:: Data to use ::
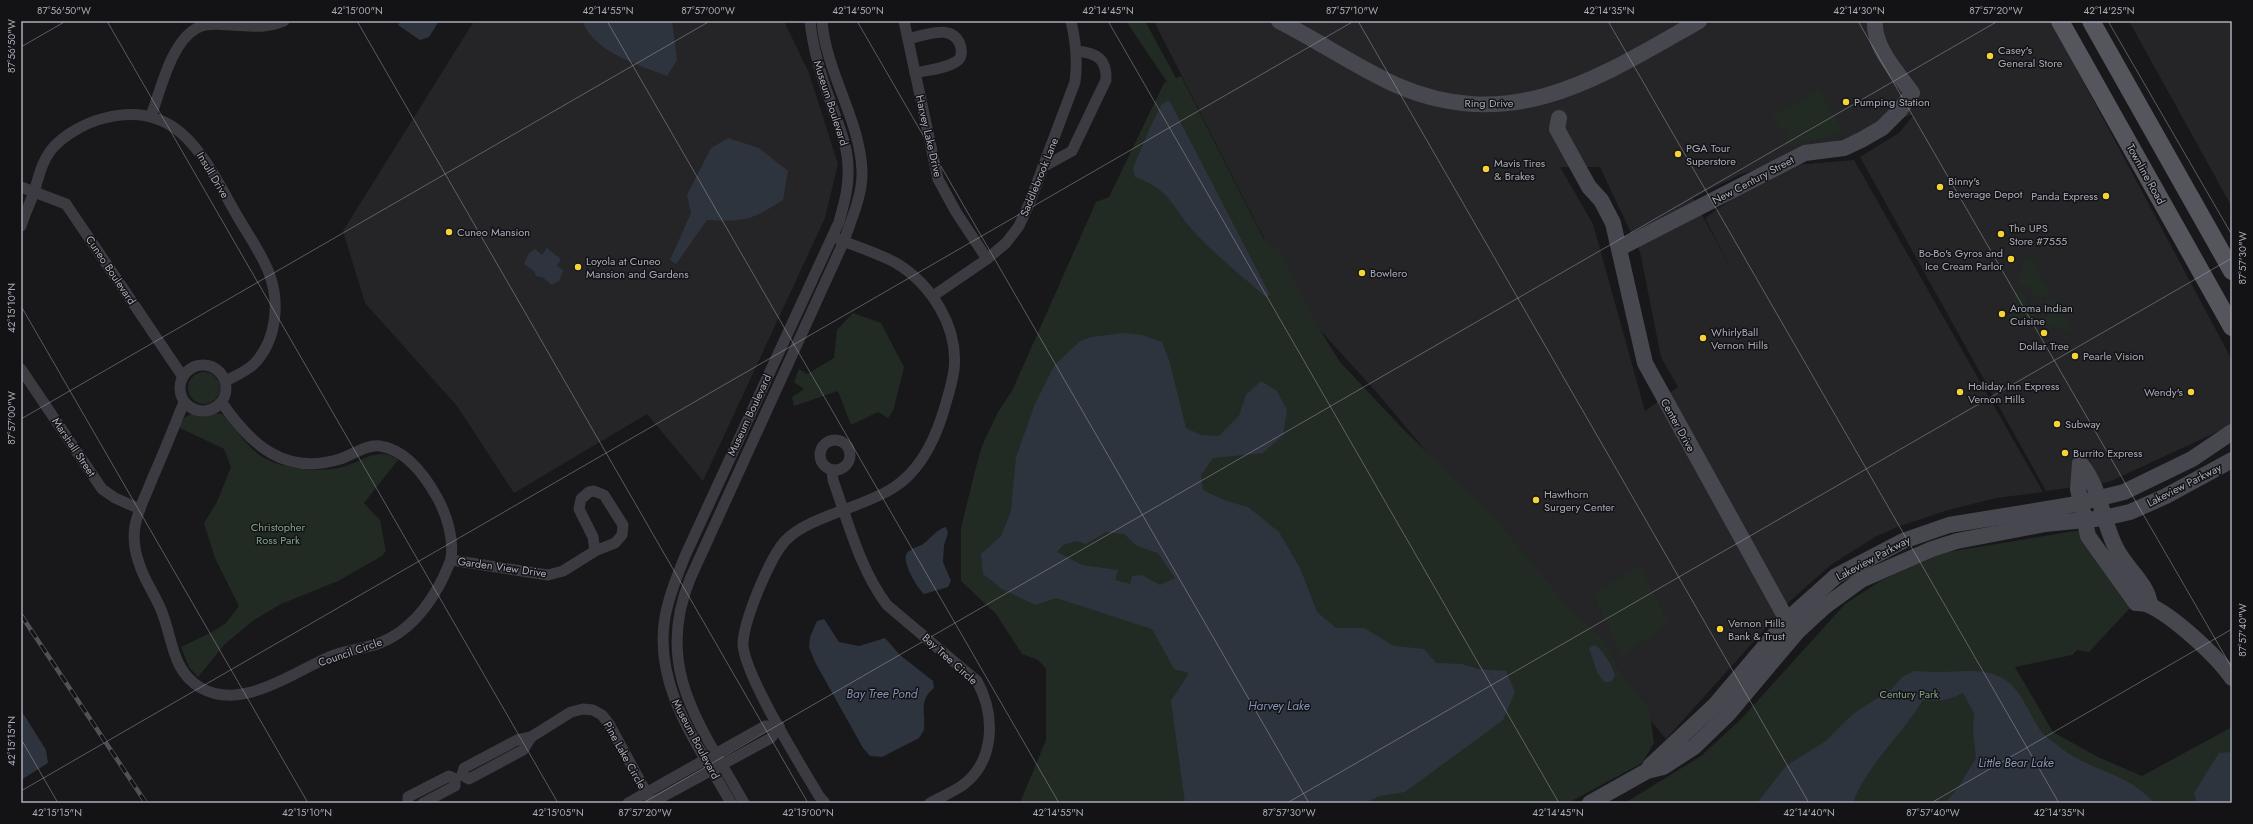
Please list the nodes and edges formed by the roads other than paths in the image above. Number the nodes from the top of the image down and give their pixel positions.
1 (284, 21) edge
2 (810, 21) edge
3 (822, 21) edge
4 (904, 21) edge
5 (1071, 21) edge
6 (1279, 21) edge
7 (1699, 21) edge
8 (1875, 21) edge
9 (2060, 21) edge
10 (2091, 21) edge
11 (908, 39) junction
12 (1077, 51) junction
13 (915, 73) junction
14 (1548, 96) junction
15 (152, 116) junction
16 (1043, 167) junction
17 (21, 187) edge
18 (34, 191) junction
19 (21, 226) edge
20 (832, 237) junction
21 (844, 241) junction
22 (1620, 248) junction
23 (987, 259) junction
24 (2232, 271) edge
25 (934, 296) junction
26 (2232, 326) edge
27 (21, 369) edge
28 (183, 377) junction
29 (226, 381) junction
30 (184, 402) junction
31 (222, 403) junction
32 (2232, 432) edge
33 (2232, 460) edge
34 (832, 470) dead end
35 (2099, 499) junction
36 (2080, 502) junction
37 (140, 509) junction
38 (844, 511) junction
39 (2104, 518) junction
40 (2085, 520) junction
41 (594, 551) junction
42 (451, 560) junction
43 (2150, 605) junction
44 (1787, 620) junction
45 (1795, 634) junction
46 (2232, 678) edge
47 (779, 726) junction
48 (717, 753) junction
49 (706, 759) junction
50 (723, 764) junction
51 (712, 770) junction
52 (1647, 771) junction
53 (459, 777) junction
54 (646, 792) junction
55 (408, 803) edge
56 (423, 803) edge
57 (628, 803) edge
58 (652, 803) edge
59 (731, 803) edge
60 (744, 803) edge
61 (825, 803) edge
62 (930, 803) edge
63 (1590, 803) edge

1 - 15 street
2 - 20 street, Museum Boulevard
3 - 21 street, Museum Boulevard
4 - 11 street, Harvey Lake Drive
5 - 12 street, Saddlebrook Lane
6 - 14 street, Ring Drive
7 - 14 street, Ring Drive
8 - 22 street, New Century Street
9 - 26 main road, Townline Road
10 - 24 main road
11 - 13 street, Harvey Lake Drive
11 - 13 street
12 - 16 street, Saddlebrook Lane
12 - 16 street
13 - 23 street, Harvey Lake Drive
14 - 22 street, Center Drive
15 - 18 street, Insull Drive
15 - 29 street, Insull Drive
16 - 23 street, Saddlebrook Lane
17 - 18 street, Cuneo Boulevard
18 - 19 street
18 - 28 street, Cuneo Boulevard
20 - 21 street
20 - 49 street, Museum Boulevard
21 - 25 street
21 - 48 street, Museum Boulevard
22 - 44 street, Center Drive
23 - 25 street, Saddlebrook Lane
25 - 38 street
27 - 37 street, Marshall Street
28 - 29 street
28 - 30 street
29 - 31 street
30 - 31 street
30 - 37 street, Council Circle
31 - 42 street, Council Circle
32 - 35 street, Lakeview Parkway
33 - 39 street, Lakeview Parkway
34 - 38 street, Bay Tree Circle
35 - 36 street, Lakeview Parkway
35 - 36 street
35 - 39 street
36 - 40 street
36 - 44 street, Lakeview Parkway
37 - 42 street, Council Circle
38 - 47 street
38 - 62 street, Bay Tree Circle
39 - 40 street, Lakeview Parkway
39 - 43 street
40 - 43 street
40 - 45 street, Lakeview Parkway
41 - 41 street, Garden View Drive
41 - 42 street, Garden View Drive
43 - 46 street
44 - 45 street, Center Drive
44 - 52 street, Lakeview Parkway
45 - 52 street, Lakeview Parkway
47 - 48 street
47 - 50 street
47 - 61 street
48 - 49 street
48 - 50 street, Museum Boulevard
49 - 51 street, Museum Boulevard
49 - 54 street
50 - 51 street
50 - 60 street, Museum Boulevard
51 - 58 street
51 - 59 street, Museum Boulevard
52 - 63 street, Lakeview Parkway
53 - 54 street, Pine Lake Circle
53 - 55 street, Pine Lake Circle
53 - 56 street
54 - 57 street
54 - 58 street, Pine Lake Circle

:: What to work on ::
Look through the data above. Copy every line with the string "Pine" in it.

:: Response area ::
53 - 54 street, Pine Lake Circle
53 - 55 street, Pine Lake Circle
54 - 58 street, Pine Lake Circle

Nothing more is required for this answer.